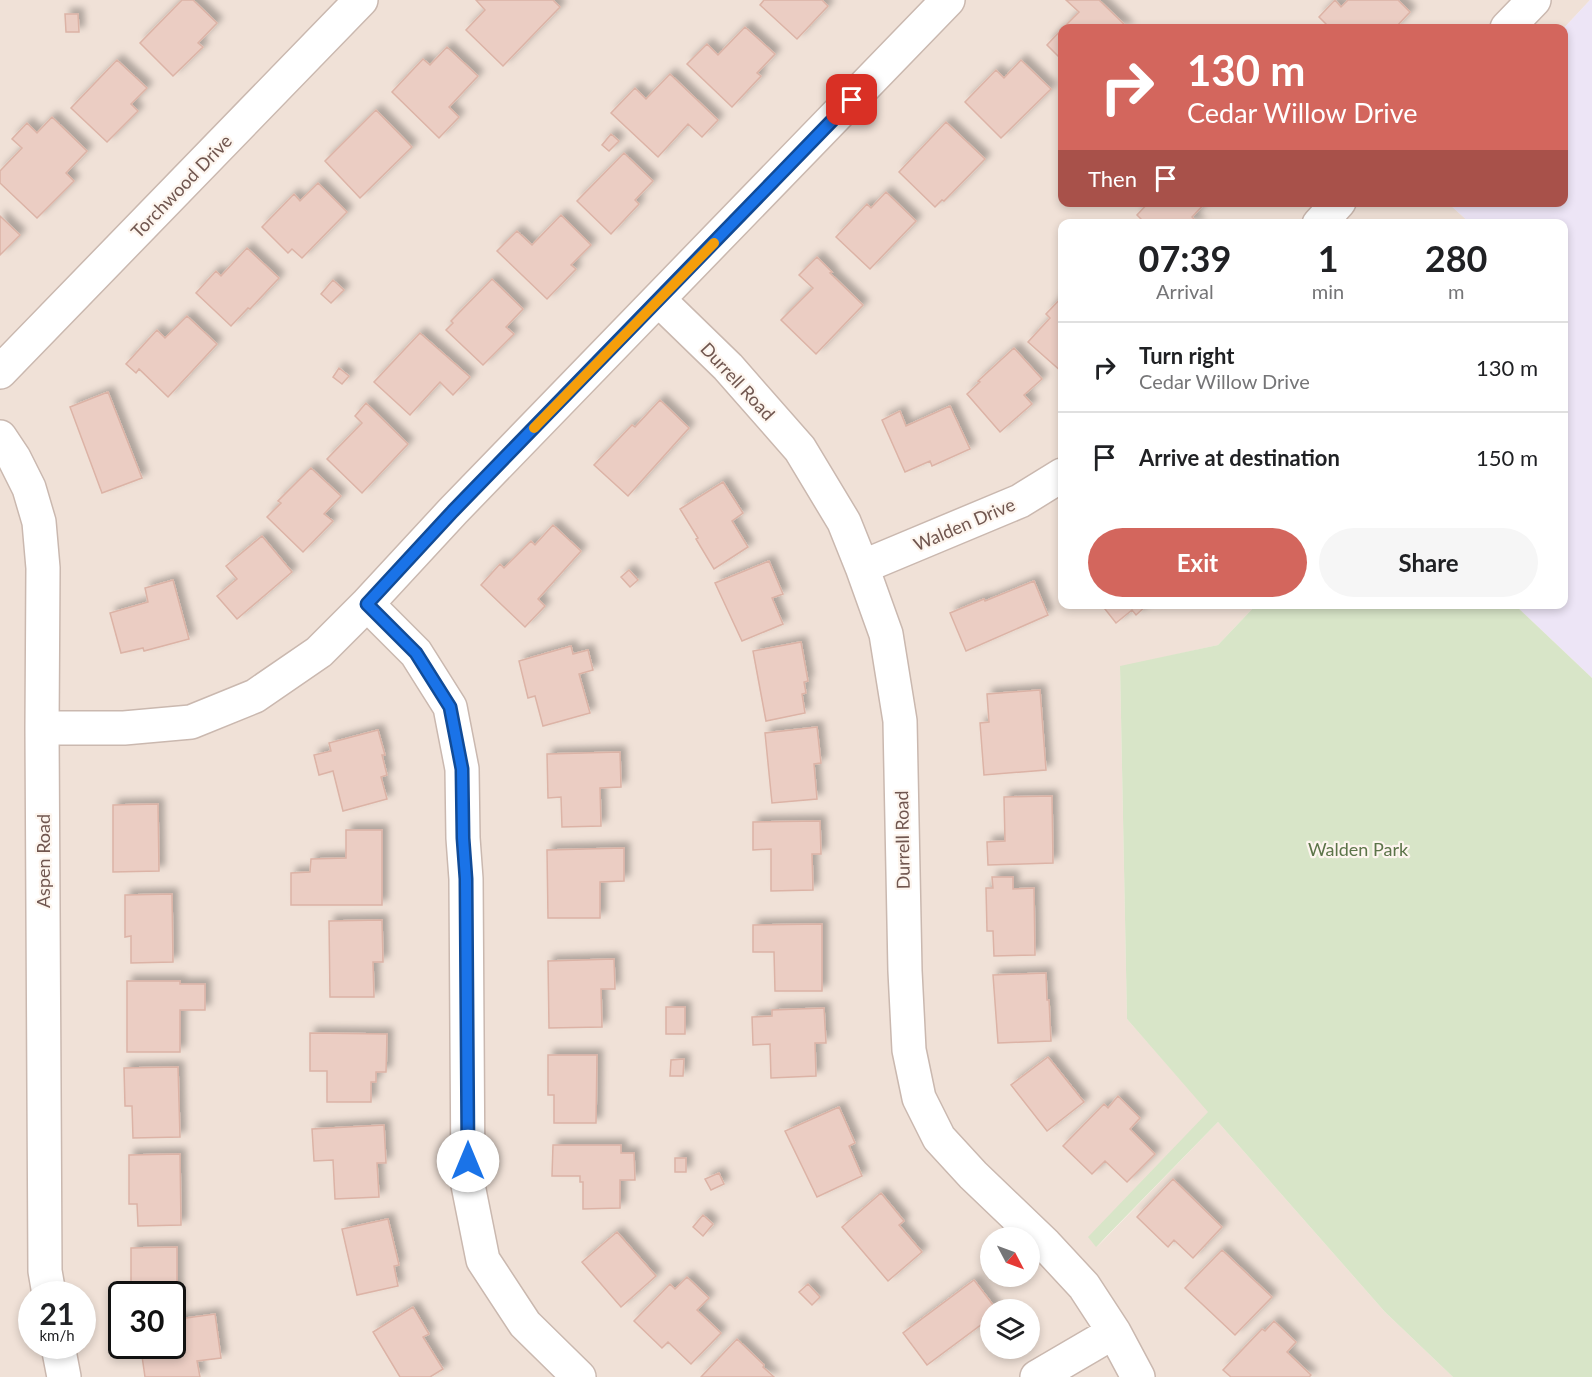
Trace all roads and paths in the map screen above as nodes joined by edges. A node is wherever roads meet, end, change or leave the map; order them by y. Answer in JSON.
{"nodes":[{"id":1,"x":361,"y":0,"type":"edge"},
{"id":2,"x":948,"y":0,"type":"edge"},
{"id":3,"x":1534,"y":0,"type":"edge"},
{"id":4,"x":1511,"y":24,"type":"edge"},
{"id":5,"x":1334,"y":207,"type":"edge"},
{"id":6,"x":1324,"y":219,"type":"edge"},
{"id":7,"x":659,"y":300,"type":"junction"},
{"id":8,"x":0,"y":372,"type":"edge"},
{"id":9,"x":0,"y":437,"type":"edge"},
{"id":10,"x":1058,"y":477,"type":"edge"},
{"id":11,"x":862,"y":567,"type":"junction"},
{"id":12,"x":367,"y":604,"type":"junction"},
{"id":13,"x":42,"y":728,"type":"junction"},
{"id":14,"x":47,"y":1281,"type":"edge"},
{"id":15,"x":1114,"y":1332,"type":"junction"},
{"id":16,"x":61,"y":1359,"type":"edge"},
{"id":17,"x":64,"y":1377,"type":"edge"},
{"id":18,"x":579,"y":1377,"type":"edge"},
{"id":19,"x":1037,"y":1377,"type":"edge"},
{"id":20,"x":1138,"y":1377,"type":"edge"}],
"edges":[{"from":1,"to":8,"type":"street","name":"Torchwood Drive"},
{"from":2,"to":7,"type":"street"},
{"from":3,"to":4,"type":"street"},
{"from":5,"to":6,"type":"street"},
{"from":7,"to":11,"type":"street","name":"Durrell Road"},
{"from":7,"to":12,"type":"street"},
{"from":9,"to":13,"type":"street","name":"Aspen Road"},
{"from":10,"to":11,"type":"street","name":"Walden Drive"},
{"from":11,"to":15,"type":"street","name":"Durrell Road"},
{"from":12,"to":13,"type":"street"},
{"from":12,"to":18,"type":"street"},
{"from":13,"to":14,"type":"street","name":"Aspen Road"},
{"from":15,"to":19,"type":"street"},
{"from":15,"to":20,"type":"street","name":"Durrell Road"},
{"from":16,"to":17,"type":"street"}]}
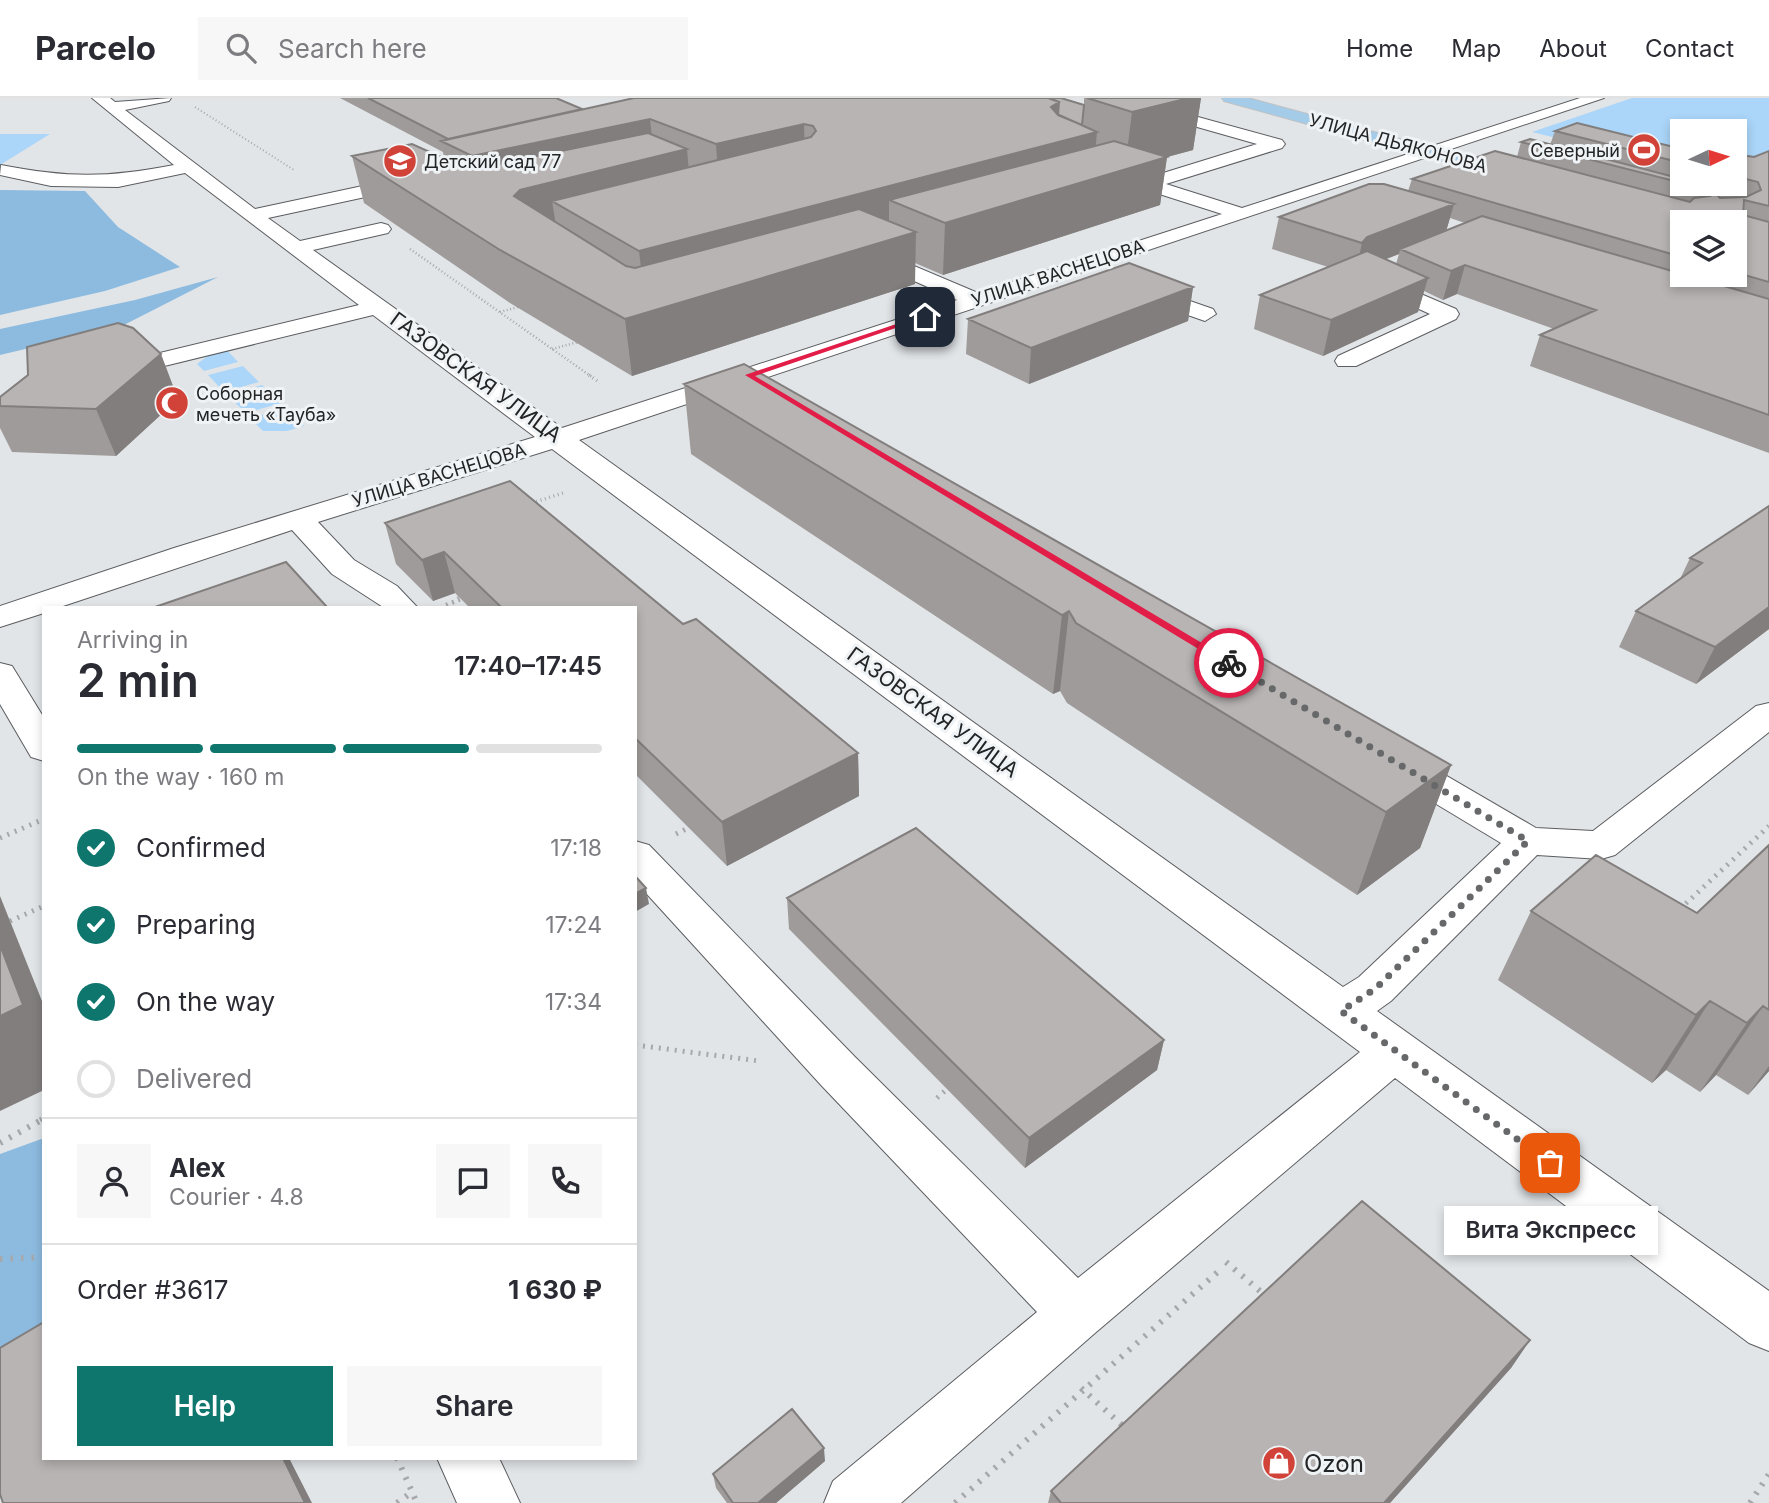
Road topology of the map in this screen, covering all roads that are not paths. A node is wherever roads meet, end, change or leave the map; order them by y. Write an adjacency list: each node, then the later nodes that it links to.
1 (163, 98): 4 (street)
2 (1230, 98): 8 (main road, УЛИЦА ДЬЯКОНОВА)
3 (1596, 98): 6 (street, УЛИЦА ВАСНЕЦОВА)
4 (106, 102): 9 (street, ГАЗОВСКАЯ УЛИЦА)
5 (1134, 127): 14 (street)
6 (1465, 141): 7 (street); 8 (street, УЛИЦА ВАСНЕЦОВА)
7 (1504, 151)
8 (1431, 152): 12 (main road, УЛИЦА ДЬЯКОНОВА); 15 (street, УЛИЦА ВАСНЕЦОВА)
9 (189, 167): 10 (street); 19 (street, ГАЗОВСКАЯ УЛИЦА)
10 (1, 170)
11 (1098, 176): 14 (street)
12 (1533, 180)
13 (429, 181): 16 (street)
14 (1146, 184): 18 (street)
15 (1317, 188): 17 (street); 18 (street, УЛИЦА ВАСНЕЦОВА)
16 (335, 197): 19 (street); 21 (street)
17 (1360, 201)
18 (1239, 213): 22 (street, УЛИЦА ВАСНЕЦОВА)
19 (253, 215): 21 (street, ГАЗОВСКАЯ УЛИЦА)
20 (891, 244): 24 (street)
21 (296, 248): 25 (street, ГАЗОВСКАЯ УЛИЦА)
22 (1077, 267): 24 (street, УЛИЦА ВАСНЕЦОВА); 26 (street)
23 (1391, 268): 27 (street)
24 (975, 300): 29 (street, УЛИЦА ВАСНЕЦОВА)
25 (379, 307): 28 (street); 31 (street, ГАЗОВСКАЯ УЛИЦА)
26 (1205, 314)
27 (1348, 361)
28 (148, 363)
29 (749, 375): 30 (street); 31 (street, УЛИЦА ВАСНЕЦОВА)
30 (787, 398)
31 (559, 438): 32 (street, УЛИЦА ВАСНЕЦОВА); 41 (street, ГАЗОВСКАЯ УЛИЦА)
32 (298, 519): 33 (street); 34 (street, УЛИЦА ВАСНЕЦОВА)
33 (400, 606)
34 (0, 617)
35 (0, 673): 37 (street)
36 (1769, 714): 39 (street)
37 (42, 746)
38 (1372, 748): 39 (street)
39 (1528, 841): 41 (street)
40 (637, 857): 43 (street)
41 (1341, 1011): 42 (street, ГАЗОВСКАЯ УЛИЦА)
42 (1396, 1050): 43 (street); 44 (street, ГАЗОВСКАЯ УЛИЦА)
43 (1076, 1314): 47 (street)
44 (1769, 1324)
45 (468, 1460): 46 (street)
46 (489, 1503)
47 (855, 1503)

▸ To do
Leave out the pictures and retype every line above exactly.

▸ Output below
Trace all roads and paths in the map screen above as nodes joined by edges. A node is wherever roads meet, end, change or leave the map; order them by y. Answer in JSON.
{"nodes":[{"id":1,"x":361,"y":0,"type":"edge"},
{"id":2,"x":948,"y":0,"type":"edge"},
{"id":3,"x":1534,"y":0,"type":"edge"},
{"id":4,"x":1511,"y":24,"type":"edge"},
{"id":5,"x":1334,"y":207,"type":"edge"},
{"id":6,"x":1324,"y":219,"type":"edge"},
{"id":7,"x":659,"y":300,"type":"junction"},
{"id":8,"x":0,"y":372,"type":"edge"},
{"id":9,"x":0,"y":437,"type":"edge"},
{"id":10,"x":1058,"y":477,"type":"edge"},
{"id":11,"x":862,"y":567,"type":"junction"},
{"id":12,"x":367,"y":604,"type":"junction"},
{"id":13,"x":42,"y":728,"type":"junction"},
{"id":14,"x":47,"y":1281,"type":"edge"},
{"id":15,"x":1114,"y":1332,"type":"junction"},
{"id":16,"x":61,"y":1359,"type":"edge"},
{"id":17,"x":64,"y":1377,"type":"edge"},
{"id":18,"x":579,"y":1377,"type":"edge"},
{"id":19,"x":1037,"y":1377,"type":"edge"},
{"id":20,"x":1138,"y":1377,"type":"edge"}],
"edges":[{"from":1,"to":8,"type":"street","name":"Torchwood Drive"},
{"from":2,"to":7,"type":"street"},
{"from":3,"to":4,"type":"street"},
{"from":5,"to":6,"type":"street"},
{"from":7,"to":11,"type":"street","name":"Durrell Road"},
{"from":7,"to":12,"type":"street"},
{"from":9,"to":13,"type":"street","name":"Aspen Road"},
{"from":10,"to":11,"type":"street","name":"Walden Drive"},
{"from":11,"to":15,"type":"street","name":"Durrell Road"},
{"from":12,"to":13,"type":"street"},
{"from":12,"to":18,"type":"street"},
{"from":13,"to":14,"type":"street","name":"Aspen Road"},
{"from":15,"to":19,"type":"street"},
{"from":15,"to":20,"type":"street","name":"Durrell Road"},
{"from":16,"to":17,"type":"street"}]}
Road topology of the map in this screen, covering all roads that are not paths. A node is wherever roads meet, end, change or leave the map; order them by y. Write an adjacency list: each node, then the later nodes that it links to.
1 (163, 98): 4 (street)
2 (1230, 98): 8 (main road, УЛИЦА ДЬЯКОНОВА)
3 (1596, 98): 6 (street, УЛИЦА ВАСНЕЦОВА)
4 (106, 102): 9 (street, ГАЗОВСКАЯ УЛИЦА)
5 (1134, 127): 14 (street)
6 (1465, 141): 7 (street); 8 (street, УЛИЦА ВАСНЕЦОВА)
7 (1504, 151)
8 (1431, 152): 12 (main road, УЛИЦА ДЬЯКОНОВА); 15 (street, УЛИЦА ВАСНЕЦОВА)
9 (189, 167): 10 (street); 19 (street, ГАЗОВСКАЯ УЛИЦА)
10 (1, 170)
11 (1098, 176): 14 (street)
12 (1533, 180)
13 (429, 181): 16 (street)
14 (1146, 184): 18 (street)
15 (1317, 188): 17 (street); 18 (street, УЛИЦА ВАСНЕЦОВА)
16 (335, 197): 19 (street); 21 (street)
17 (1360, 201)
18 (1239, 213): 22 (street, УЛИЦА ВАСНЕЦОВА)
19 (253, 215): 21 (street, ГАЗОВСКАЯ УЛИЦА)
20 (891, 244): 24 (street)
21 (296, 248): 25 (street, ГАЗОВСКАЯ УЛИЦА)
22 (1077, 267): 24 (street, УЛИЦА ВАСНЕЦОВА); 26 (street)
23 (1391, 268): 27 (street)
24 (975, 300): 29 (street, УЛИЦА ВАСНЕЦОВА)
25 (379, 307): 28 (street); 31 (street, ГАЗОВСКАЯ УЛИЦА)
26 (1205, 314)
27 (1348, 361)
28 (148, 363)
29 (749, 375): 30 (street); 31 (street, УЛИЦА ВАСНЕЦОВА)
30 (787, 398)
31 (559, 438): 32 (street, УЛИЦА ВАСНЕЦОВА); 41 (street, ГАЗОВСКАЯ УЛИЦА)
32 (298, 519): 33 (street); 34 (street, УЛИЦА ВАСНЕЦОВА)
33 (400, 606)
34 (0, 617)
35 (0, 673): 37 (street)
36 (1769, 714): 39 (street)
37 (42, 746)
38 (1372, 748): 39 (street)
39 (1528, 841): 41 (street)
40 (637, 857): 43 (street)
41 (1341, 1011): 42 (street, ГАЗОВСКАЯ УЛИЦА)
42 (1396, 1050): 43 (street); 44 (street, ГАЗОВСКАЯ УЛИЦА)
43 (1076, 1314): 47 (street)
44 (1769, 1324)
45 (468, 1460): 46 (street)
46 (489, 1503)
47 (855, 1503)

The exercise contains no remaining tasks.